CARLOS AIRES 'A DAY WITHOUT SUNSHINE IS LIKE NIGHT': Aeroplastics @ Rue Blanche Str.

23 May - 14 July 2007

 

CARLOS AIRES 'A DAY WITHOUT SUNSHINE IS LIKE NIGHT'

23 May - 14 July 2007

Aeroplastics @ Rue Blanche, 2007

 

 

 

They lived happily …

It was during his one-year stay in the Midwest in 2004 (Columbus, Ohio) that Carlos Aires suddenly became aware, like so many other expatriates, of the central role played by the computer in our everyday management of information and communication. Messages, chats, forums, online press, photo albums, research and entertainment: everything ended up in one way or another on the screen of his portable. The paradox of the Internet (or its richness, depending on how you look at it) lies in its ability to provide, at the same time, information and the means to dissect it. And a chance to notice the gulf which sometimes (often?) separates data from their sources – for instance, the gulf the article boasting of the merits of American soldiers in combat and the clandestine video placed online by a marine which reveals the crude reality of the war in Iraq (we will come back to this). According to Carlos Aires, behind every truth on which official history is based is another kind of truth; behind every winner is a loser, and behind every fairytale prince is a dwarf. Under the generic title Happily Ever After, these great photographs summarise his outlook perfectly: while everybody is convinced that these small persons are disguised for the occasion, even though this is not true (they are simply displaying their social status and profession), nobody notices that the “fake” side is the décor, these heavy black frames which in fact were moulded by the artist from plastic resin. Apart from the irony-tinged homage to the Spanish 17th century masters, the series questions our ability to manipulate stereotypes and to separate the real from the fake – and underlines the ambiguity of the frames, the bourgeois symbol par excellence which is always excluded from official art history book. The fake hunting trophies, also made from plastic, which carry the signature of the author, form part of the same approach – unless this is an allusion to the expression ¡ cabrón !, the translation of which varies considerably depending on the context. Still in relation to the Happily Ever After series, Carlos Aires took lingering photographs at night of parks known as meeting places for the gay community. The result is a complete transfiguration of these places regarded as sordid by some and as the setting for fantasy films by all.

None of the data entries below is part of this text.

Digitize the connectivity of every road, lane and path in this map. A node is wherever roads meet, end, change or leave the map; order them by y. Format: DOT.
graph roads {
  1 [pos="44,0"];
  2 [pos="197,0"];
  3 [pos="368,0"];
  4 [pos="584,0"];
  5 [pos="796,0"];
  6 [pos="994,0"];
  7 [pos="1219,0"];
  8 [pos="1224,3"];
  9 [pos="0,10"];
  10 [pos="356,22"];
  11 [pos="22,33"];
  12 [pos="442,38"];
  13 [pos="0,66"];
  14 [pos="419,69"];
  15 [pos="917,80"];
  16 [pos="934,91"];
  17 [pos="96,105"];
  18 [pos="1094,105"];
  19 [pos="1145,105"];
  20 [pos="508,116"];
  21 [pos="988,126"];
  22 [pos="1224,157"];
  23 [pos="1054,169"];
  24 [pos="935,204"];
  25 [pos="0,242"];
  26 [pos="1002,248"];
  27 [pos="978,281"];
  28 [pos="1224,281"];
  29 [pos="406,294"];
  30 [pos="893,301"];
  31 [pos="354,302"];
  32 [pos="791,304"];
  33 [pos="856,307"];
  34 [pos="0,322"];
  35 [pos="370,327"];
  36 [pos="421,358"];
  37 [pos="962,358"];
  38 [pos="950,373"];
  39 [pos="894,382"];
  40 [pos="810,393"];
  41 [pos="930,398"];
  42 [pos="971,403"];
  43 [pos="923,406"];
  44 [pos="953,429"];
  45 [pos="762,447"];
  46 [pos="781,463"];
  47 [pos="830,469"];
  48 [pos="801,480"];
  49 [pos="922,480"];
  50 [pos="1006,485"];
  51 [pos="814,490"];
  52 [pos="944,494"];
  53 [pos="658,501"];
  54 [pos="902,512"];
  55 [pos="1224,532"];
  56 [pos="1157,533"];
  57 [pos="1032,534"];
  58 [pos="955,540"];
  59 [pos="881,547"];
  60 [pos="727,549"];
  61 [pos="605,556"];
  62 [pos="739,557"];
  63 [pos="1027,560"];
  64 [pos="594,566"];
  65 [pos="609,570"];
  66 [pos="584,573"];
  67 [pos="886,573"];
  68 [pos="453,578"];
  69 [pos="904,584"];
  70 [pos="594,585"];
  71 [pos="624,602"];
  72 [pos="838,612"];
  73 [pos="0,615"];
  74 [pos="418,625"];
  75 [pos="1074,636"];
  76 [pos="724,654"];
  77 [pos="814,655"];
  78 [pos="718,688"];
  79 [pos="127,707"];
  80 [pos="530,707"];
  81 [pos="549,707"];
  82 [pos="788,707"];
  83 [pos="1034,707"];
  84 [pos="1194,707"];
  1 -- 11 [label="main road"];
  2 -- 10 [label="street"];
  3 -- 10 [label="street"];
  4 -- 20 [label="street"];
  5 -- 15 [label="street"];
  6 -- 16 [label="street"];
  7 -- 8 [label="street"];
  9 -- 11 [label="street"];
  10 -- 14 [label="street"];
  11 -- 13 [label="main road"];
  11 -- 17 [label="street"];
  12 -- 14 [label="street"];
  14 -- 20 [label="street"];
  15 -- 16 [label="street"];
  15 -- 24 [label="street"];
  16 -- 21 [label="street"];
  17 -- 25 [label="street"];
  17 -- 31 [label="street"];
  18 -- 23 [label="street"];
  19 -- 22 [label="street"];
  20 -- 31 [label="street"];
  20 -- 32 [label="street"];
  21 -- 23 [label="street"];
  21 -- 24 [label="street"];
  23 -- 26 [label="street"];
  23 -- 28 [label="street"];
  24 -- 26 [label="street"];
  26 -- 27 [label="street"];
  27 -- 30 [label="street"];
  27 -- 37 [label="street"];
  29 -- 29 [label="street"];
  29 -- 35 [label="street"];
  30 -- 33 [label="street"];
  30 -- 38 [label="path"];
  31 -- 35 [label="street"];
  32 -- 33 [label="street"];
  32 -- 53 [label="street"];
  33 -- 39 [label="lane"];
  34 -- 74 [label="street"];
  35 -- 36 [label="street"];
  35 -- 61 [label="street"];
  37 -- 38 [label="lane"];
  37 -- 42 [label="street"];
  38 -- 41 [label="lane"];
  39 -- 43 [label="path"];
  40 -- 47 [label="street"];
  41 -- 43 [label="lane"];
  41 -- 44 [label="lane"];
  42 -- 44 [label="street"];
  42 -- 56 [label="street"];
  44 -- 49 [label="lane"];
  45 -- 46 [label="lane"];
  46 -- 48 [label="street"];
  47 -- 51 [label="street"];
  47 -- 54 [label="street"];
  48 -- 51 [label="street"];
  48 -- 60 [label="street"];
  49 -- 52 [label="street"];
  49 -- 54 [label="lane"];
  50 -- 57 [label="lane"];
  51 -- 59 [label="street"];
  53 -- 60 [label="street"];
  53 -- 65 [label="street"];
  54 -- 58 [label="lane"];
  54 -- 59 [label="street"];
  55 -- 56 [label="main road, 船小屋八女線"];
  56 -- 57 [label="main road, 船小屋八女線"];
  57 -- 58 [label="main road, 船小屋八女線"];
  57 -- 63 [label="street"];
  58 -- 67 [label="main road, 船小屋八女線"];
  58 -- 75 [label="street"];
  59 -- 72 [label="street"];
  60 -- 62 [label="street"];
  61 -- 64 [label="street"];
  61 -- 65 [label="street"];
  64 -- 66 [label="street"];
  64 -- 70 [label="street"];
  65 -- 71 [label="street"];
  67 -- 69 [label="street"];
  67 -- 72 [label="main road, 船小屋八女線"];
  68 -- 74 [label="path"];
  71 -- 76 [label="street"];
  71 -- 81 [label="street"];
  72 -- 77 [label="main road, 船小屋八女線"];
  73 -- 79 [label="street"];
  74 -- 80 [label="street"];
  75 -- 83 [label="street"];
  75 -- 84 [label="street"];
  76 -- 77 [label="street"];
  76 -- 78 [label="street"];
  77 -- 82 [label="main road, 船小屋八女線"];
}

Based on the observation that there are always several visible realities, Carlos Aires wondered about the way in which those born blind can perceive them. First he produced a compilation of very short videos all linked by the theme of death or war. Some come from the Internet, placed online almost illegally by the direct protagonists – such as the images filmed by American soldiers in Iraq. But Carlos Aires has blurred them to the extent that they are almost indescribable to those who can see: hence the title Cataract. In the final version, these sequences are peppered with comments by people born blind who deliver their experiences of death and violence or, rather, the “image” they have of this.

The panel paintings using goldleaf, like contemporary icons on triplex, are more complex in terms of their relationship to the net. The images are drawn from Internet chatrooms where each person can hide behind whatever name he wishes: his dog or the disguise of Captain America. Carlos Aires adds an audio comment to each painting, the one incorporated by the user into the web page. The result is a constellation of strangers on the wall: a golden monument to solitude and virtual encounters.

Another monument, one consisting of huge knives (so these objects do exist outside horror films?), on which images cut from archive photographs are engraved, while the empty matrix faces them. What is the meaning of a character suspended in space, if he cannot be placed in the context of a fatal fall? Of a child waving a flag, if he is removed from the Nazi parade he is taking part in? Of a person kneeling, if the crematorium oven over which he is leaning has disappeared? Once again, Carlos Aires plays with what you can see, what you cannot see and what is suggested. The same principle applied to pop culture produces vinyl records (preferably “love and dance” music) cut out using a digital process to adopt shapes drawn from mages of disasters or pornography.

With, all the same, a happy ending (in this case, a happy beginning): while Mister Hyde I, shot in infrared, combines very ambiguously images of backrooms and very familiar views of fairground stalls (like those in a horror film), Mister Hyde III consists of slow-motion scenes of reunions at an airport: filmed very close-up, the protagonists do not notice at any time the camera filming them – or perhaps in the midst of their emotion, in one of the few public places where this kind of thing is still accepted, they choose not to see it?

 

Chez Carlos, the dwarfs’ bar

 

Despite the neon sign in the form of an artist’s signature, the official name of the “Aires” bar is Alter Ego – which throws some light on the founder’s approach, but requires a few explanations. By dint of working with small people, the question naturally arises as to their relationship with the rest of the world in everyday life: on this basis, Carlos Aires developed his bar as an ironic metaphor for his relationship with the contemporary art world, the critics, curators, collectors and gallery owners, before whom you must kneel to receive approval… thus the visitors, bending down before the dwarf barman, can feel, during the time it takes them to drink a glass of Spanish champagne, the humility required by an artist to draw attention to his work. Or simply the pleasure of having a drink to forget all about it.